Only the lines from the top of the material through the line containing "extern sk_sp<SkFontMgr> fontMgr;" should be restated, each one exactly.

GIVEN ENTRIES:
+++++

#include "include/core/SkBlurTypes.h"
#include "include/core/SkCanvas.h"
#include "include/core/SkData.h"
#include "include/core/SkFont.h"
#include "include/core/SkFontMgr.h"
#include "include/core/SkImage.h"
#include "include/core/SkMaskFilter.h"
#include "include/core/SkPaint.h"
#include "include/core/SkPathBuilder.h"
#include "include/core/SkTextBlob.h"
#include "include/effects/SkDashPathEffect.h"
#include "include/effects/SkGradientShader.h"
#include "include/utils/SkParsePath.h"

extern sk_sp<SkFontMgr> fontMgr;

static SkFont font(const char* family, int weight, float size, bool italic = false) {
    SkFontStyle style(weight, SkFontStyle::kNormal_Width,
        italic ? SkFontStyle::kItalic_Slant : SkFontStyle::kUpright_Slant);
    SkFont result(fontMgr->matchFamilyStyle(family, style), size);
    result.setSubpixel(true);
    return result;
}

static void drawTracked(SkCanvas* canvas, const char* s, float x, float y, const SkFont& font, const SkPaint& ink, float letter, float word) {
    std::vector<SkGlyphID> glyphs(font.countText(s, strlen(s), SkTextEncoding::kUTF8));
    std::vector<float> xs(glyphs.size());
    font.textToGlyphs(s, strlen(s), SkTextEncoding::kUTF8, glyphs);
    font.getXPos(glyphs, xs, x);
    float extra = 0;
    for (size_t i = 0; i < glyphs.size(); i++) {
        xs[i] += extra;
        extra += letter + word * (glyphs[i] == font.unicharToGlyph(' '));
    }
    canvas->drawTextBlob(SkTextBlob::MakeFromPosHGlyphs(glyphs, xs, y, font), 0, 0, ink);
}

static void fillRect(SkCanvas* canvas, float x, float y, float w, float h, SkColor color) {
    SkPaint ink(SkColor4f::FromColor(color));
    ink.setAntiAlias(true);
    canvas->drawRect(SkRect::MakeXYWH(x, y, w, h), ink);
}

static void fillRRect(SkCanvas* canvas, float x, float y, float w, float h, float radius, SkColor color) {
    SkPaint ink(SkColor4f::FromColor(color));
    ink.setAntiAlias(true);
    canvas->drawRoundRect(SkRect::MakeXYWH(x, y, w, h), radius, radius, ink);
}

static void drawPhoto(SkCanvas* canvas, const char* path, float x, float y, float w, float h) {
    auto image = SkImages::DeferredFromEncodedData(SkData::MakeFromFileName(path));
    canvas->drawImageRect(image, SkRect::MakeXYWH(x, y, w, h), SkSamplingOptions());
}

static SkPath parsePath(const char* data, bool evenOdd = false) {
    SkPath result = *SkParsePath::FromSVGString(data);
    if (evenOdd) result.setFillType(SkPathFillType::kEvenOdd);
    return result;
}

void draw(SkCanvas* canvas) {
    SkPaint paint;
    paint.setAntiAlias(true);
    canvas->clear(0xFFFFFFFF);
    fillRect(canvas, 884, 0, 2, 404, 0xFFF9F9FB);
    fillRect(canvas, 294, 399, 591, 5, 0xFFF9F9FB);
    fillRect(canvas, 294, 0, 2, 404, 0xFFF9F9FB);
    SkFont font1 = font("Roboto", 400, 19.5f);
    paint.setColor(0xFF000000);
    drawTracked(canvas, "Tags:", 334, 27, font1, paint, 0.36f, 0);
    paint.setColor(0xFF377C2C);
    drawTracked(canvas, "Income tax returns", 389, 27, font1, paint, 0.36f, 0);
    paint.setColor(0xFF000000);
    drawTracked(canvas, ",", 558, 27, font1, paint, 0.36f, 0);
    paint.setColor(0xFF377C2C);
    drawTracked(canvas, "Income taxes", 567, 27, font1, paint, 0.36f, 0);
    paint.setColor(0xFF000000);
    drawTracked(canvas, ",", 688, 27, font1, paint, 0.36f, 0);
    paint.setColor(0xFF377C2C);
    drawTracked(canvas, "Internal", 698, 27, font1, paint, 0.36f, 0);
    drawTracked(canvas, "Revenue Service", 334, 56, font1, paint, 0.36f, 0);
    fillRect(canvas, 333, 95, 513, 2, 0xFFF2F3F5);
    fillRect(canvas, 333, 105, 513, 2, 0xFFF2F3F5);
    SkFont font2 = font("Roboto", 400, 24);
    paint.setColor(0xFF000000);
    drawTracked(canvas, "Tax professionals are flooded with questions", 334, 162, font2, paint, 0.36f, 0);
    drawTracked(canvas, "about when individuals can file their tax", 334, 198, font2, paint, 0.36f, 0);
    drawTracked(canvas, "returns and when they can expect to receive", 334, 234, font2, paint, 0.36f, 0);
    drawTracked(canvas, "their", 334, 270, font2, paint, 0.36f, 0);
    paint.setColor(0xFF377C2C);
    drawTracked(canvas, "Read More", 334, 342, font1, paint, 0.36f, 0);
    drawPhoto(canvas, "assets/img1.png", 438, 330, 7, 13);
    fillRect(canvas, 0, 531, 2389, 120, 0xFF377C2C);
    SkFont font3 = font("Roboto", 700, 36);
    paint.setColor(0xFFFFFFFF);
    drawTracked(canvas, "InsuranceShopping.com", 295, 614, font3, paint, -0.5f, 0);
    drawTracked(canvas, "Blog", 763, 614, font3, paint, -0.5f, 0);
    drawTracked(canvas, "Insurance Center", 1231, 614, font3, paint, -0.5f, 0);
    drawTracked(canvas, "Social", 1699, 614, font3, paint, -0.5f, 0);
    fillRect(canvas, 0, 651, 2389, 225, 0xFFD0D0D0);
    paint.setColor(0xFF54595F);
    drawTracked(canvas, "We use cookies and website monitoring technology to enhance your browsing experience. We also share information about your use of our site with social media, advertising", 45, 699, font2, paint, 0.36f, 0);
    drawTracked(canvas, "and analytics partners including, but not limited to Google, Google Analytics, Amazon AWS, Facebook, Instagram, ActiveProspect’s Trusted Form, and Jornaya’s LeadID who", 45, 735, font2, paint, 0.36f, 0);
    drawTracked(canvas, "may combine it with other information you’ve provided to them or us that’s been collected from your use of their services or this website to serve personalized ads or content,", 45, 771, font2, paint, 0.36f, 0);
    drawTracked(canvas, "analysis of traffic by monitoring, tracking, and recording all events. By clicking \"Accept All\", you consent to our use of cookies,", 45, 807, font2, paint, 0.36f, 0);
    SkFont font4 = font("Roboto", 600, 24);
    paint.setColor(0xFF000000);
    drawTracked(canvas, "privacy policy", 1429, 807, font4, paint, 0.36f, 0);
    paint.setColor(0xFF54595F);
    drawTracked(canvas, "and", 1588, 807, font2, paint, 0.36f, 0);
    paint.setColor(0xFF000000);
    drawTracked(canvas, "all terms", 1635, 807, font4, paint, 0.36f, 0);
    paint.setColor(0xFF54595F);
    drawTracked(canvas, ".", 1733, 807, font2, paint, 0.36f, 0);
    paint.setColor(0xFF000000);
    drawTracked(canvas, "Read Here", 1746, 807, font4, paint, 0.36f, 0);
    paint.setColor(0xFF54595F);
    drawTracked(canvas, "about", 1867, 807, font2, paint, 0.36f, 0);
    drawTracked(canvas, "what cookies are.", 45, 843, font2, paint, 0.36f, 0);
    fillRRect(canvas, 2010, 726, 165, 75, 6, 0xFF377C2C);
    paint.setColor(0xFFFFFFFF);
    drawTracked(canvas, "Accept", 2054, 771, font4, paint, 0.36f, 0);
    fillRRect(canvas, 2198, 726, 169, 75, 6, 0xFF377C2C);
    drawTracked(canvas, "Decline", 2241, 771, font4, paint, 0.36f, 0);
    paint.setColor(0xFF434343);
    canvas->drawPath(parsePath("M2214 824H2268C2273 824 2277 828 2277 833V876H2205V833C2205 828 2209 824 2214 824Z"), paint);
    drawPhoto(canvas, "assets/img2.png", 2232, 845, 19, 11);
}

+++++

RESPONSE TO THIS TASK:
#include "include/core/SkBlurTypes.h"
#include "include/core/SkCanvas.h"
#include "include/core/SkData.h"
#include "include/core/SkFont.h"
#include "include/core/SkFontMgr.h"
#include "include/core/SkImage.h"
#include "include/core/SkMaskFilter.h"
#include "include/core/SkPaint.h"
#include "include/core/SkPathBuilder.h"
#include "include/core/SkTextBlob.h"
#include "include/effects/SkDashPathEffect.h"
#include "include/effects/SkGradientShader.h"
#include "include/utils/SkParsePath.h"

extern sk_sp<SkFontMgr> fontMgr;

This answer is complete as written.